* **WHAT TO DO**
The word "meet": in how many lines of the records does it appear? Reply with the number alone.
[[ MATERIAL SUPPLIED open ]]
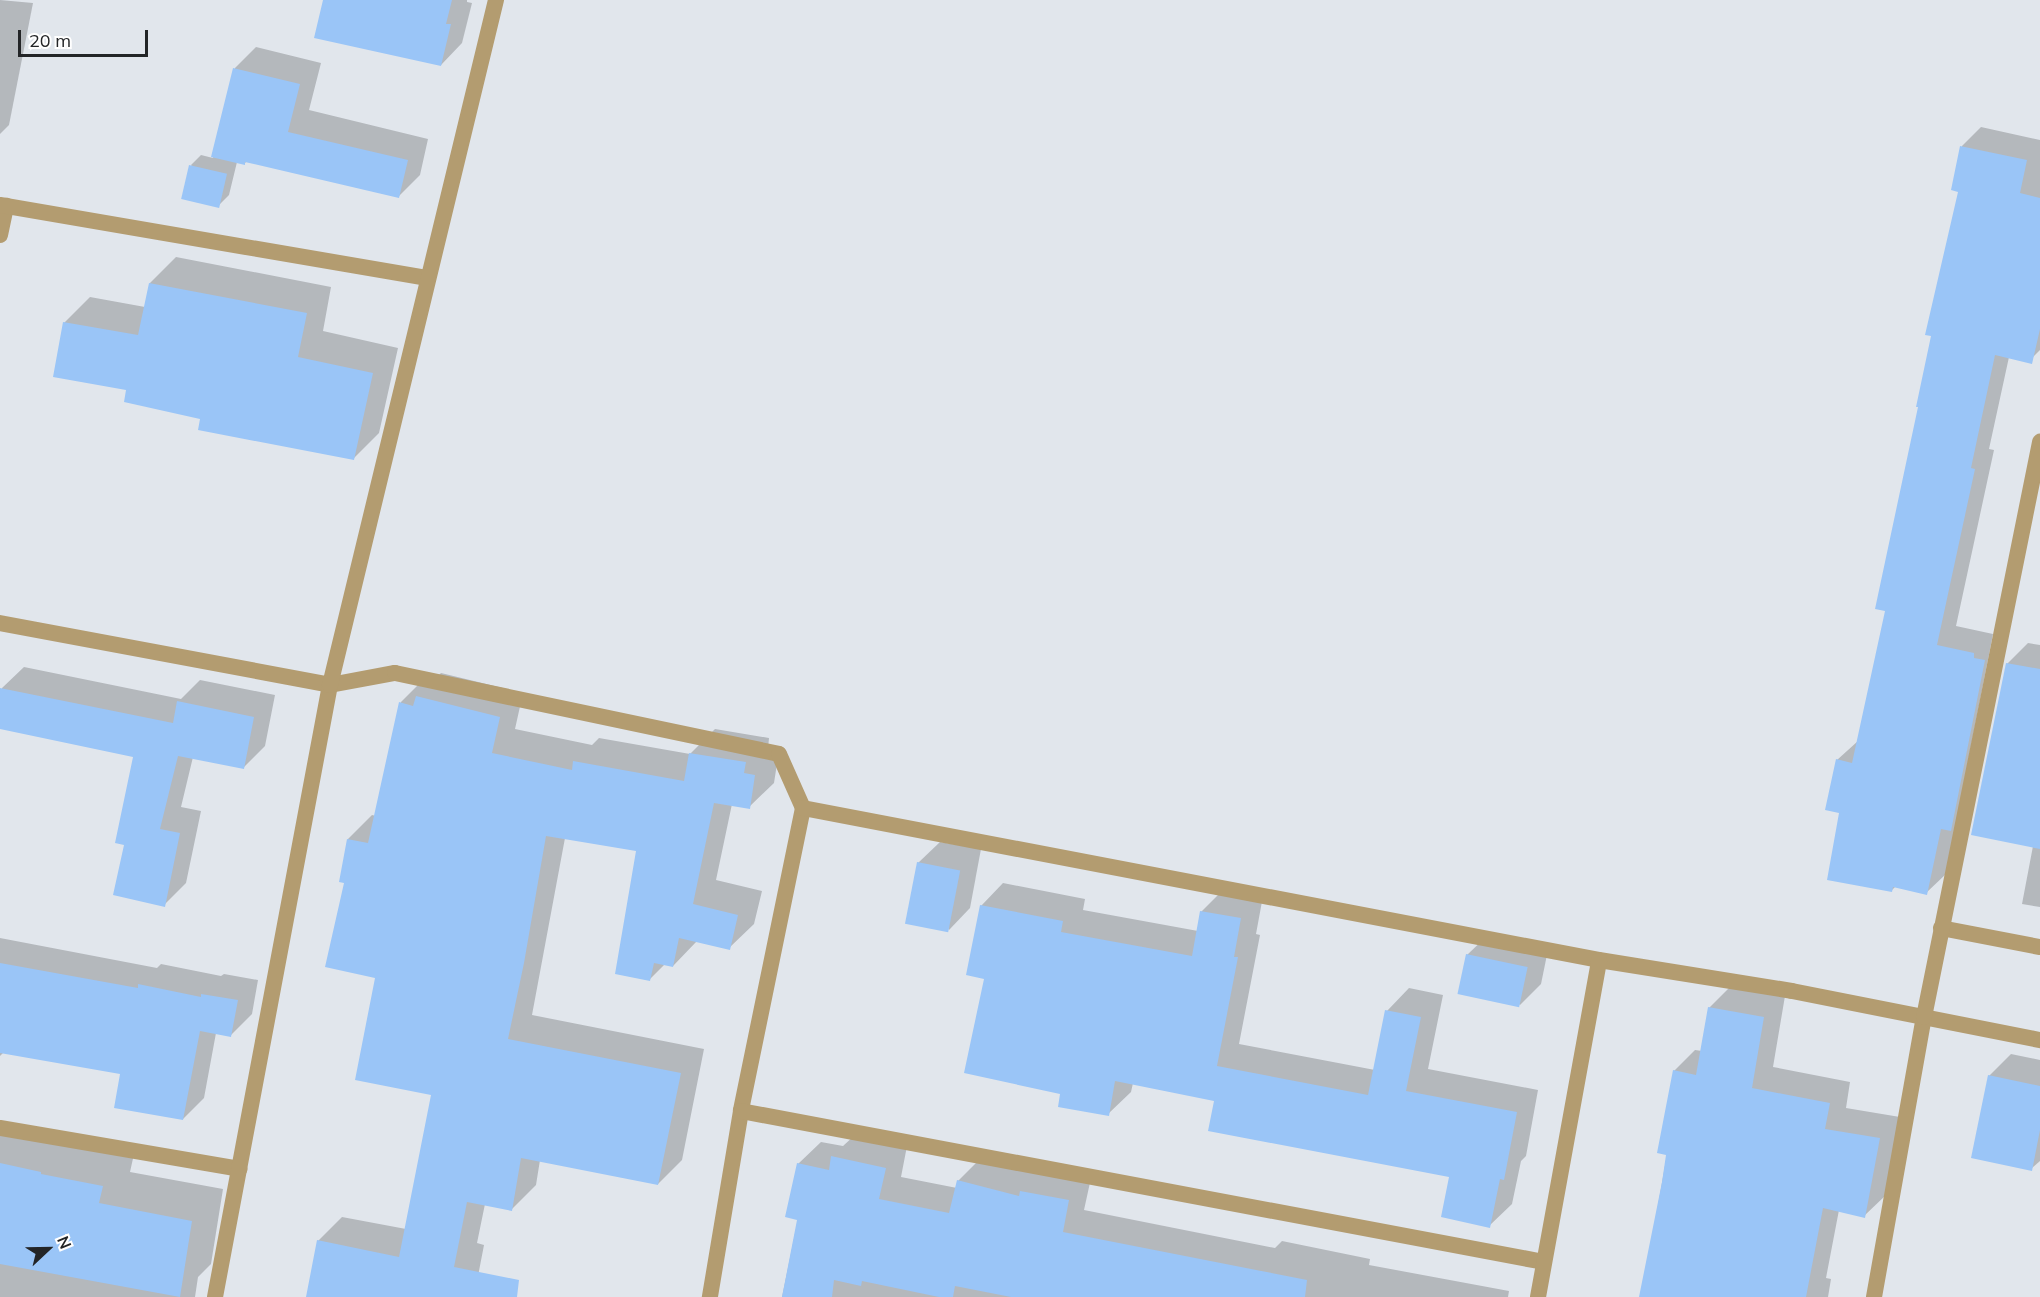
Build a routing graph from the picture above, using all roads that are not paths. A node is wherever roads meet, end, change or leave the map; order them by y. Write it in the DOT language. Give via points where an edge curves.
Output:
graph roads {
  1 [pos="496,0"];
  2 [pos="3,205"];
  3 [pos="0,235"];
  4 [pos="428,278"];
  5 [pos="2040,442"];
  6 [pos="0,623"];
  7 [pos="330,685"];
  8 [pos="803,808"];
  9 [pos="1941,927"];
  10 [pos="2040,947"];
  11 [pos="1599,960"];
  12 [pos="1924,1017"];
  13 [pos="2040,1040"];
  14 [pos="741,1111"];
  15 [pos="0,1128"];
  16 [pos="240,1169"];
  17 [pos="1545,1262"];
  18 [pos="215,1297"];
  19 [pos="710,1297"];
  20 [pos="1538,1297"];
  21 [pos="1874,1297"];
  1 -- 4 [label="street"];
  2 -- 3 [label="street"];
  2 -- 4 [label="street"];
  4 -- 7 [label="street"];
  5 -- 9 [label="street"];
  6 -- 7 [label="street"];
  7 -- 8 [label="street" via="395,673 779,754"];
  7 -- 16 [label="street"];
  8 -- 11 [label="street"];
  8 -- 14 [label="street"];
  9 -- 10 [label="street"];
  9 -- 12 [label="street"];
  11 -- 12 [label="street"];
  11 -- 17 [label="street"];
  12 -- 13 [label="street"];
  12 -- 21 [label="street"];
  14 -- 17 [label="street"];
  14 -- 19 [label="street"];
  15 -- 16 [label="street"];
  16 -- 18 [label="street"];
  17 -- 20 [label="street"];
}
[[ MATERIAL SUPPLIED closed ]]
[[ MATERIAL SUPPLIED open ]]
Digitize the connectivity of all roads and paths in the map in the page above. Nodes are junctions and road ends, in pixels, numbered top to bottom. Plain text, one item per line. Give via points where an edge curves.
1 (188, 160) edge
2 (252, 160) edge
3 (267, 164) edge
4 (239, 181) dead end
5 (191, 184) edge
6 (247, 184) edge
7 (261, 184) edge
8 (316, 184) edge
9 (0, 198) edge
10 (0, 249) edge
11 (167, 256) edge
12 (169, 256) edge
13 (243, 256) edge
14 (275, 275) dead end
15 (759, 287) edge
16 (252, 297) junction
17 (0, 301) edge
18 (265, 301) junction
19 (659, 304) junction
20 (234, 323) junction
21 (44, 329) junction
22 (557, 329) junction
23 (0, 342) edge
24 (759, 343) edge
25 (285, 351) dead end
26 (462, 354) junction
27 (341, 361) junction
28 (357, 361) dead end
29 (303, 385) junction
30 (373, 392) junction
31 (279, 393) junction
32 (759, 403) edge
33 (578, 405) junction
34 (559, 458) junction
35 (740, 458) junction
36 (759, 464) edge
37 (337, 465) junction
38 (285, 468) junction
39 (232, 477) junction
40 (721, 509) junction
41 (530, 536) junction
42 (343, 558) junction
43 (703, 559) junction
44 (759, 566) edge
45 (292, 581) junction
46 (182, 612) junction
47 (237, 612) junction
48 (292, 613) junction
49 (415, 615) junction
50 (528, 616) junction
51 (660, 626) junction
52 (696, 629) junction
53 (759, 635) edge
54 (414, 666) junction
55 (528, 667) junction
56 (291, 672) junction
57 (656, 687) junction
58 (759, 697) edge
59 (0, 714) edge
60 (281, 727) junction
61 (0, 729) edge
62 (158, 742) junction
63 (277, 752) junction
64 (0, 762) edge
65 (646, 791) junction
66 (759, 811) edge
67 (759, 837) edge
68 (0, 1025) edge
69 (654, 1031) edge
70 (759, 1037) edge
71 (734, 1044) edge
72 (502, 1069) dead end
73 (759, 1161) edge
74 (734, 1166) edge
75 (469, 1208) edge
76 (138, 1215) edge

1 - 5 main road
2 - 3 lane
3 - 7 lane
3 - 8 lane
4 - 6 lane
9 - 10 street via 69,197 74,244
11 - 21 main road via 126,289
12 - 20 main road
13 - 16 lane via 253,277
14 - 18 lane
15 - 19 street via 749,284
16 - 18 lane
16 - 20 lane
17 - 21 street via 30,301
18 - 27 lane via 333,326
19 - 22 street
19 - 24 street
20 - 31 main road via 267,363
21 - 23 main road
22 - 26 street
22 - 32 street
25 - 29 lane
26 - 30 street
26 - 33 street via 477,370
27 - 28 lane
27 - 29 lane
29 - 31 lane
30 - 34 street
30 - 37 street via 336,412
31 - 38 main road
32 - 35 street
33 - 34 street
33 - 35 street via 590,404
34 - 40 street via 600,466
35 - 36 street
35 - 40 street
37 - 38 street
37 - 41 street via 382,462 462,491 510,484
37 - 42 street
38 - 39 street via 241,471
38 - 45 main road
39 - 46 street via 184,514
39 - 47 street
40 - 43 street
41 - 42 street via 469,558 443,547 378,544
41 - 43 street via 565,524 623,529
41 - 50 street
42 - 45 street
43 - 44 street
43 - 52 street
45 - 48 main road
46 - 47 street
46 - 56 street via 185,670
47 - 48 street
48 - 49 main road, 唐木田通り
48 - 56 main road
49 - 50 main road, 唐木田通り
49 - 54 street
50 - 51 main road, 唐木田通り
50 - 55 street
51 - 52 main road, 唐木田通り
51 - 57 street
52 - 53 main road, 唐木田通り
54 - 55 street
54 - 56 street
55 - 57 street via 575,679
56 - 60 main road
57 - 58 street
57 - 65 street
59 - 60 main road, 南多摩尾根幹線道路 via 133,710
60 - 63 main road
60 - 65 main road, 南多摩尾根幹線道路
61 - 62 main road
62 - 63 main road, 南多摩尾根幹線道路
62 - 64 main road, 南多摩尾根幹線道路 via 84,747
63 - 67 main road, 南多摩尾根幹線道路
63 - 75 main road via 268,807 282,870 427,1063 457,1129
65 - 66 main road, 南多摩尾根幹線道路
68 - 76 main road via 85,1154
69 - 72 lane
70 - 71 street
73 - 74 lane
[[ MATERIAL SUPPLIED closed ]]
[[ MATERIAL SUPPLIED open ]]
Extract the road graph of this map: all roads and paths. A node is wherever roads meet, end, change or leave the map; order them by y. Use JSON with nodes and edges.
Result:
[[ MATERIAL SUPPLIED closed ]]
* **EXERCISE ANSWER**
2